Hat Hair

 

I love hats. I come from and married into hat families. My mother wears berets. My father wears baseball caps. My mother-in-law wears hats all year round. I grew up wearing hats. In grammar school I wore stocking caps to skate at the lagoon. In junior high school I wore John Lennon caps to Nichols. In college, I wore floppy hippie hats like Janis Joplin. As an adult, I have a collection of hats. I love hats but I don't always have the courage to wear them.

First of all, you have to be in a certain mood to wear a hat. You make an entrance wearing a hat. People notice you. If you're in a wallflower sort of mood, you don't wear a hat. You pull up your hood instead.

The second reason is, if you wear a hat, you pay the price. Sure, when you make your entrance, you have that moment of glory. You feel great. If you're wearing an elegant hat, you feel romantic and feminine. Your hair - wispy little tendrils poking out, a soft curl here or there - is perfect. You feel like Ingrid Bergman. Under a cloche, you're Ali McGraw. In a beret, you're Faye Dunaway. In a fleece baseball cap, you're a model. You could be waving from a ski lift in a travel poster. Who cares what your hair looks like underneath? You're thin, rosy-cheeked and gorgeous.
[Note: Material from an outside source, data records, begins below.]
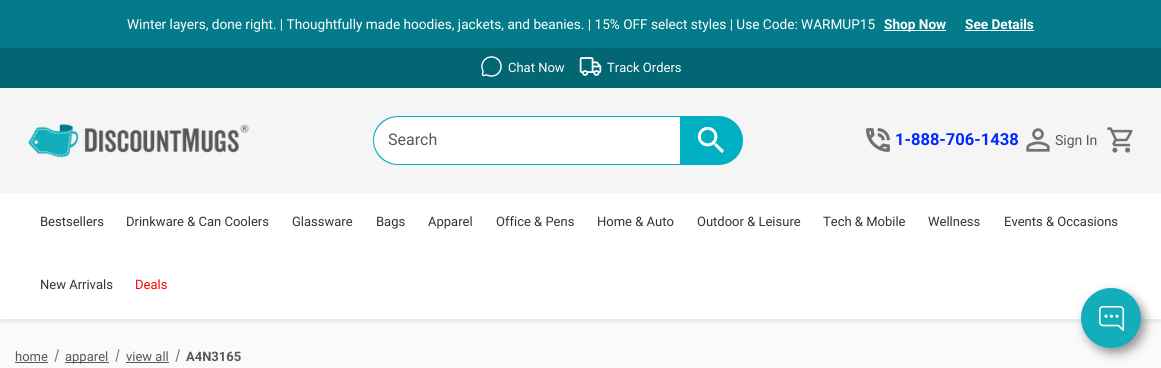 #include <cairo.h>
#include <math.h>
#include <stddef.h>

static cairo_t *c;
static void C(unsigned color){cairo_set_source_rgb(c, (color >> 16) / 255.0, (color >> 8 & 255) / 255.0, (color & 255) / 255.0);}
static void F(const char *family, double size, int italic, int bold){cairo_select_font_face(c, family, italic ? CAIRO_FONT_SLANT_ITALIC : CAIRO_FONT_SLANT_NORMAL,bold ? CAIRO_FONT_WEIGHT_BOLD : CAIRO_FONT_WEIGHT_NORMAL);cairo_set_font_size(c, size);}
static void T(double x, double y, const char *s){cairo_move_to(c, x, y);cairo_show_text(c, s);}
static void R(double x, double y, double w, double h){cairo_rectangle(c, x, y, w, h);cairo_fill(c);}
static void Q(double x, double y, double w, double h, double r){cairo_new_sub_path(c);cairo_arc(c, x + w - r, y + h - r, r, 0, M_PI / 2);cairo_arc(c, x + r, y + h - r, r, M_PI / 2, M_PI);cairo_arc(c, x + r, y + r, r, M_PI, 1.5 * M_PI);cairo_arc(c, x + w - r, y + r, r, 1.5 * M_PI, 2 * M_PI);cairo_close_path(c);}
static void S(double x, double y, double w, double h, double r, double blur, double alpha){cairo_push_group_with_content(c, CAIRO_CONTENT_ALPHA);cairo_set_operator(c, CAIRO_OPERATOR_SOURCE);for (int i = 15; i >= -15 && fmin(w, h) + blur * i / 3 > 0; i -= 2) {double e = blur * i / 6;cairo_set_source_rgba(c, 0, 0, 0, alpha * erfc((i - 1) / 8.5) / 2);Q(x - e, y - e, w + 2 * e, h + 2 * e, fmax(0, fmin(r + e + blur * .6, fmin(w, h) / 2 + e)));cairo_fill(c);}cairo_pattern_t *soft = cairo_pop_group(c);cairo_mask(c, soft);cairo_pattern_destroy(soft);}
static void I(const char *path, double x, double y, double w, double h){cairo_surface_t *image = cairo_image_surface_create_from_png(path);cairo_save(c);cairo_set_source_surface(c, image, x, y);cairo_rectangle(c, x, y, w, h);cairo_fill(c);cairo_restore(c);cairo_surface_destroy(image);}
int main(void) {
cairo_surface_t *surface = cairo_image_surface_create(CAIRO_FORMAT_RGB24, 1161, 368);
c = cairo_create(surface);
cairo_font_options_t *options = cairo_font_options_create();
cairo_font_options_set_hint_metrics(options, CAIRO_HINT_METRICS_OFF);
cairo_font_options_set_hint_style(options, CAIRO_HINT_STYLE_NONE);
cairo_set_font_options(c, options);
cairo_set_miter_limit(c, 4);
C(0xffffff);
cairo_paint(c);
C(0x036673);
R(0,48,1161,40);
C(0x047b8a);
R(0,0,1161,48);
F("Roboto",13.63,0,0);
C(0xffffff);
T(127,29,"Winter layers, done right. | Thoughtfully made hoodies, jackets, and beanies. | 15% OFF select styles | Use Code: WARMUP15");
R(884,30,62,1);
F("Roboto",13.63,0,1);
T(884,29,"Shop Now");
T(965,29,"See Details");
R(965,30,69,1);
I("1.png",481,56,21,21);
F("Roboto",13,0,0);
T(508,72,"Chat Now");
I("2.png",579,57,23,19);
T(607,72,"Track Orders");
C(0xf5f5f5);
R(0,88,1161,105);
I("3.png",28,124,222,34);
C(0xffffff);
cairo_new_path(c);
cairo_move_to(c,397.5,117);
cairo_line_to(c,680,117);
cairo_line_to(c,680,164);
cairo_line_to(c,397.5,164);
cairo_curve_to(c,384.5,164,374,153.5,374,140.5);
cairo_curve_to(c,374,127.5,384.5,117,397.5,117);
cairo_close_path(c);
cairo_fill(c);
C(0x00afc1);
cairo_set_fill_rule(c,CAIRO_FILL_RULE_EVEN_ODD);
cairo_new_path(c);
cairo_move_to(c,398,116);
cairo_line_to(c,680,116);
cairo_line_to(c,680,165);
cairo_line_to(c,398,165);
cairo_curve_to(c,384,165,373,154,373,140);
cairo_curve_to(c,373,127,384,116,398,116);
cairo_close_path(c);
cairo_move_to(c,398,117);
cairo_line_to(c,680,117);
cairo_line_to(c,680,164);
cairo_line_to(c,398,164);
cairo_curve_to(c,385,164,374,153,374,140);
cairo_curve_to(c,374,128,385,117,398,117);
cairo_close_path(c);
cairo_fill(c);
F("Roboto",16,0,0);
C(0x58585a);
T(388,145,"Search");
C(0x00afc1);
cairo_new_path(c);
cairo_move_to(c,680,116);
cairo_line_to(c,718.5,116);
cairo_curve_to(c,732,116,743,127,743,140.5);
cairo_curve_to(c,743,154,732,165,718.5,165);
cairo_line_to(c,680,165);
cairo_close_path(c);
cairo_fill(c);
I("4.png",697,126,27,27);
I("5.png",866,128,24,24);
F("Roboto",16.5,0,1);
C(0x0029ff);
T(895,145,"1-888-706-1438");
I("6.png",1026,128,24,24);
F("Roboto",14,0,0);
C(0x58585a);
T(1055,145,"Sign In");
I("7.png",1107,127,26,26);
C(0xfafafa);
R(0,319,1161,49);
cairo_save(c);
cairo_set_fill_rule(c,CAIRO_FILL_RULE_WINDING);
cairo_rectangle(c,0,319,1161,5);
cairo_clip(c);
C(0x000000);
S(0,196,1161,126,0,3,.08);
cairo_restore(c);
F("Roboto",13,0,0);
C(0x333333);
T(40,226,"Bestsellers");
T(126,226,"Drinkware & Can Coolers");
T(292,226,"Glassware");
T(376,226,"Bags");
T(428,226,"Apparel");
T(496,226,"Office & Pens");
T(597,226,"Home & Auto");
T(697,226,"Outdoor & Leisure");
T(823,226,"Tech & Mobile");
T(928,226,"Wellness");
T(1004,226,"Events & Occasions");
T(40,289,"New Arrivals");
C(0xff0000);
T(135,289,"Deals");
C(0x58585a);
T(15,361,"home");
R(15,362,33,1);
C(0x757575);
cairo_set_fill_rule(c,CAIRO_FILL_RULE_WINDING);
cairo_new_path(c);
cairo_move_to(c,58,349);
cairo_line_to(c,59,349.5);
cairo_line_to(c,55.5,362);
cairo_line_to(c,54.5,361.5);
cairo_close_path(c);
cairo_fill(c);
C(0x58585a);
R(65,362,44,1);
T(65,361,"apparel");
C(0x757575);
cairo_new_path(c);
cairo_move_to(c,118.5,349);
cairo_line_to(c,119.5,349.5);
cairo_line_to(c,116.5,362);
cairo_line_to(c,115.5,361.5);
cairo_close_path(c);
cairo_fill(c);
C(0x58585a);
T(126,361,"view all");
R(126,362,43,1);
C(0x757575);
cairo_new_path(c);
cairo_move_to(c,179,349);
cairo_line_to(c,180,349.5);
cairo_line_to(c,176.5,362);
cairo_line_to(c,175.5,361.5);
cairo_close_path(c);
cairo_fill(c);
F("Roboto",13,0,1);
C(0x58585a);
T(186,361,"A4N3165");
C(0x000000);
S(1085,293,60,60,30,5,.4);
C(0x12aebb);
cairo_arc(c,1111,318,30,0,2 * M_PI);
cairo_fill(c);
I("8.png",1099,306,25,25);
cairo_surface_write_to_png(surface, "o.png");
cairo_font_options_destroy(options);
cairo_destroy(c);
cairo_surface_destroy(surface);
return 0;
}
Then there's that other moment. At some point, you have to take your hat off. You know what's coming. Any woman who has ever worn a hat knows what I'm talking about. "Hat Hair."

That's right. Hat hair. Flat hair. Drowned rat hair.

No longer do you feel like a movie star or model. Your hair is sticking to your head. It's damp. If it started out wavy, it's straight. If it started out curly, it's frizzy. You long to put your hat back on, but it's too darn hot indoors. Hat hair can be a year-round phenomenon, but it's much worse in the winter.

In the summer, my mother-in-law wears straw hats when she drives around in her convertible. I wear a Beatles hat when I run and a Panama when I garden. In the summer, you typically don't wear hats to important events. But in the winter, you wear hats to go out on the town. You wear hats to plays, parties, and out to dinner. Unfortunately your entrance, though it may be your favorite part of the evening, is over all too quickly. You have to spend the rest of the important event with hat hair.

So what's a woman to do? You could carry a small arsenal of styling equipment in your purse: blow dryer, curling iron, round brush, and gel. But then there's the "Purse Problem." Important events demand small, refined clutches, not gigantic tote bags.

My mother-in-law always makes an announcement before she removes her hat. "Did everyone see my hat?" she says. I like that. I've started to imitate her. Not only do you make sure your hat was appreciated, but you let everyone know why your hair looks funny.

I guess hat hair's just another side effect of winter, worse than cold toes, but not nearly as bad as shoveling out your car. Look on the bright side; soon it will be spring. We can put away our winter hats. Before you know it, it will be summer, and all we'll have to worry about is bathing cap hair.